--- Try it ---
When a line in the entries contains the word "wherever", copy that line in full.

========================

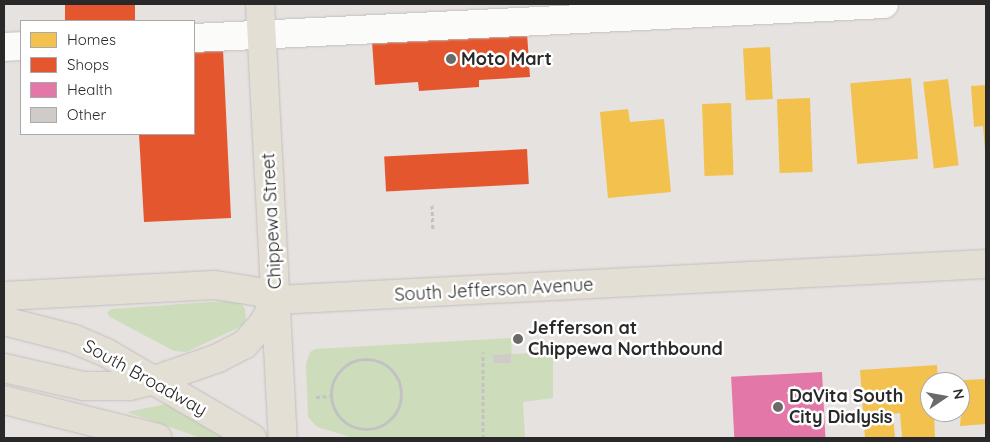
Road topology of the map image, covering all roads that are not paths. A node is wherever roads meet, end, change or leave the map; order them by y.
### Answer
1 (260, 4) edge
2 (884, 4) edge
3 (261, 34) junction
4 (195, 38) edge
5 (20, 46) edge
6 (4, 47) edge
7 (986, 264) edge
8 (4, 296) edge
9 (276, 300) junction
10 (4, 321) edge
11 (4, 368) edge
12 (155, 380) junction
13 (4, 400) edge
14 (158, 438) edge
15 (252, 438) edge
16 (283, 438) edge

1 - 3 main road, Chippewa Street
2 - 3 lane
3 - 4 lane
3 - 9 main road, Chippewa Street
5 - 6 lane
7 - 9 main road, South Jefferson Avenue
8 - 9 main road, South Jefferson Avenue
9 - 12 main road
9 - 16 main road, Chippewa Street
10 - 12 main road, South Broadway
11 - 12 main road
12 - 15 main road, South Broadway
13 - 14 main road

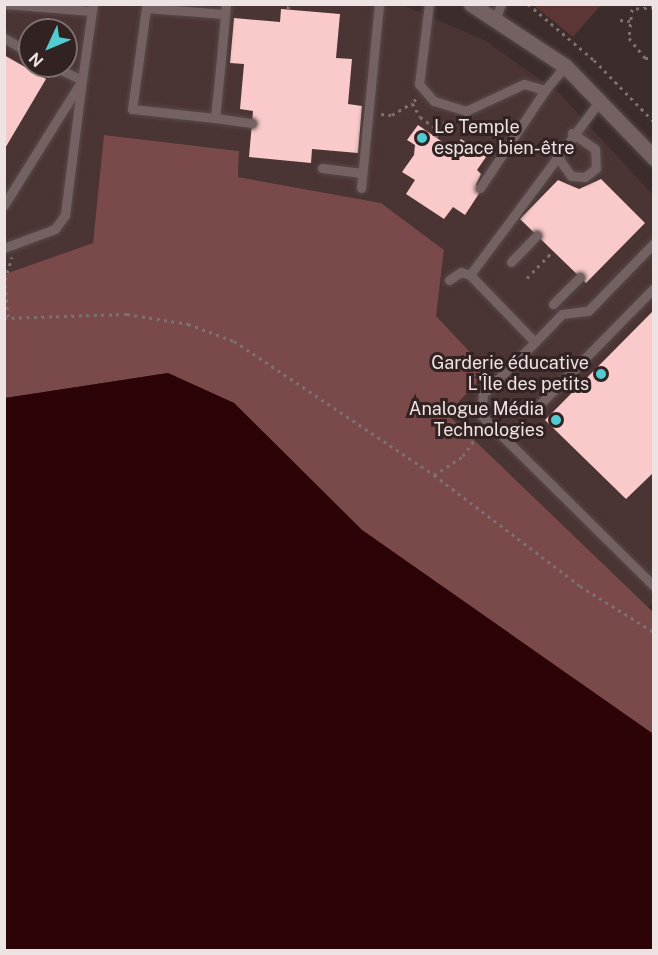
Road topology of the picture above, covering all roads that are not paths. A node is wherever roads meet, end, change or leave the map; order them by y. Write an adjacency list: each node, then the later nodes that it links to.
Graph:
1 (5, 4): 5 (lane)
2 (379, 4): 21 (lane)
3 (429, 4): 13 (lane)
4 (471, 4): 7 (street)
5 (92, 8): 12 (lane)
6 (225, 9): 15 (lane); 15 (lane)
7 (499, 11): 10 (street)
8 (4, 38): 9 (lane)
9 (18, 46)
10 (564, 66): 13 (lane); 14 (street)
11 (78, 78): 12 (lane)
12 (82, 80): 24 (lane); 27 (lane)
13 (545, 90): 23 (lane)
14 (601, 99): 17 (lane); 19 (street)
15 (215, 118): 16 (lane)
16 (252, 123)
17 (572, 133): 18 (lane); 18 (lane)
18 (556, 155): 29 (lane)
19 (654, 158)
20 (322, 168): 21 (lane)
21 (362, 173): 22 (lane)
22 (361, 188)
23 (480, 188)
24 (4, 205)
25 (537, 236): 28 (lane)
26 (654, 243): 34 (lane)
27 (4, 248)
28 (511, 262)
29 (470, 275): 31 (lane); 34 (lane)
30 (580, 277): 33 (lane)
31 (449, 280)
32 (654, 288): 35 (lane)
33 (554, 304)
34 (535, 342): 36 (lane)
35 (537, 407)
36 (654, 586)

========================

--- Finished exercise ---
Road topology of the map image, covering all roads that are not paths. A node is wherever roads meet, end, change or leave the map; order them by y.
Road topology of the picture above, covering all roads that are not paths. A node is wherever roads meet, end, change or leave the map; order them by y. Write an adjacency list: each node, then the later nodes that it links to.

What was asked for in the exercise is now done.